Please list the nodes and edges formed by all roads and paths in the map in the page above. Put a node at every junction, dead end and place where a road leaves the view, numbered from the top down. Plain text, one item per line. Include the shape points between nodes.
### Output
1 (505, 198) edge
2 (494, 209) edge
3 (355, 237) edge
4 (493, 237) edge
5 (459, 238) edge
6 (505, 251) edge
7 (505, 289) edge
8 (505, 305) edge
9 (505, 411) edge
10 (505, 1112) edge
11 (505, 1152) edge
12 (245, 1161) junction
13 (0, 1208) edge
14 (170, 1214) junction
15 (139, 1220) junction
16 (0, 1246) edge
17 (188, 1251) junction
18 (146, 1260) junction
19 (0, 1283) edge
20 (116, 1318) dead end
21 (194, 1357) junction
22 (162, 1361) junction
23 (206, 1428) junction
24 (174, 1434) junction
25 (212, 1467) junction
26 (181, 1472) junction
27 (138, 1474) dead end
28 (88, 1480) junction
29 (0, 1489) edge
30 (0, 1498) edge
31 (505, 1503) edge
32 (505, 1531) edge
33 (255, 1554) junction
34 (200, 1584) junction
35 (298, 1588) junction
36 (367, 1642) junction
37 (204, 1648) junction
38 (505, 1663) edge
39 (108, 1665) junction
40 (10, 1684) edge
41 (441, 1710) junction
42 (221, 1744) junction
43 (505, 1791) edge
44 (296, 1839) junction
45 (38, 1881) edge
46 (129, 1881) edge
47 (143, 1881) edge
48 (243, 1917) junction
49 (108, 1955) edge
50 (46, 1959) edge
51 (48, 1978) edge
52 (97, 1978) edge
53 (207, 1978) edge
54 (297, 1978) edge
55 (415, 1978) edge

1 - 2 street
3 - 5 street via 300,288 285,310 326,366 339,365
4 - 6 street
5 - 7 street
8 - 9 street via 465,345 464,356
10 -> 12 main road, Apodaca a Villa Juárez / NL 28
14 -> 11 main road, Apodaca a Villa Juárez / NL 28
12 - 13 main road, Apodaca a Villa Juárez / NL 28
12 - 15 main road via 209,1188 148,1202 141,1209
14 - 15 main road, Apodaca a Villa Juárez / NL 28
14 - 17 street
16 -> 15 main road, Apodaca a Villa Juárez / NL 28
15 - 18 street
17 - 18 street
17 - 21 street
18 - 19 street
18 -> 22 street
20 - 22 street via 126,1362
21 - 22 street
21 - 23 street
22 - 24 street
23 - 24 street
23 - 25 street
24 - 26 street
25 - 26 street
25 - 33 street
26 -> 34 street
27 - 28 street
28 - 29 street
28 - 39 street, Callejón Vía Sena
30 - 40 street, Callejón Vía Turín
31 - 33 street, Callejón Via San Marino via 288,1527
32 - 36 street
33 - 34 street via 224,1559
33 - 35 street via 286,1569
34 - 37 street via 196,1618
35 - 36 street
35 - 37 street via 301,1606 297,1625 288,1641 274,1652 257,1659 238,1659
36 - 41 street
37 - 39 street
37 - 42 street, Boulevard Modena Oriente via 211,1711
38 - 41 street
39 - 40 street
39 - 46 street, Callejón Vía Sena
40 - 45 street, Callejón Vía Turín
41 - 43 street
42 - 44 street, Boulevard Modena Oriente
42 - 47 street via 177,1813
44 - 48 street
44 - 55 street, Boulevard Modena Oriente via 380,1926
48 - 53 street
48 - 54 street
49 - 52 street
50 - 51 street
··········
*Your instructions*: List all lines in the material containing the string "main".

*Response to the task*:
10 -> 12 main road, Apodaca a Villa Juárez / NL 28
14 -> 11 main road, Apodaca a Villa Juárez / NL 28
12 - 13 main road, Apodaca a Villa Juárez / NL 28
12 - 15 main road via 209,1188 148,1202 141,1209
14 - 15 main road, Apodaca a Villa Juárez / NL 28
16 -> 15 main road, Apodaca a Villa Juárez / NL 28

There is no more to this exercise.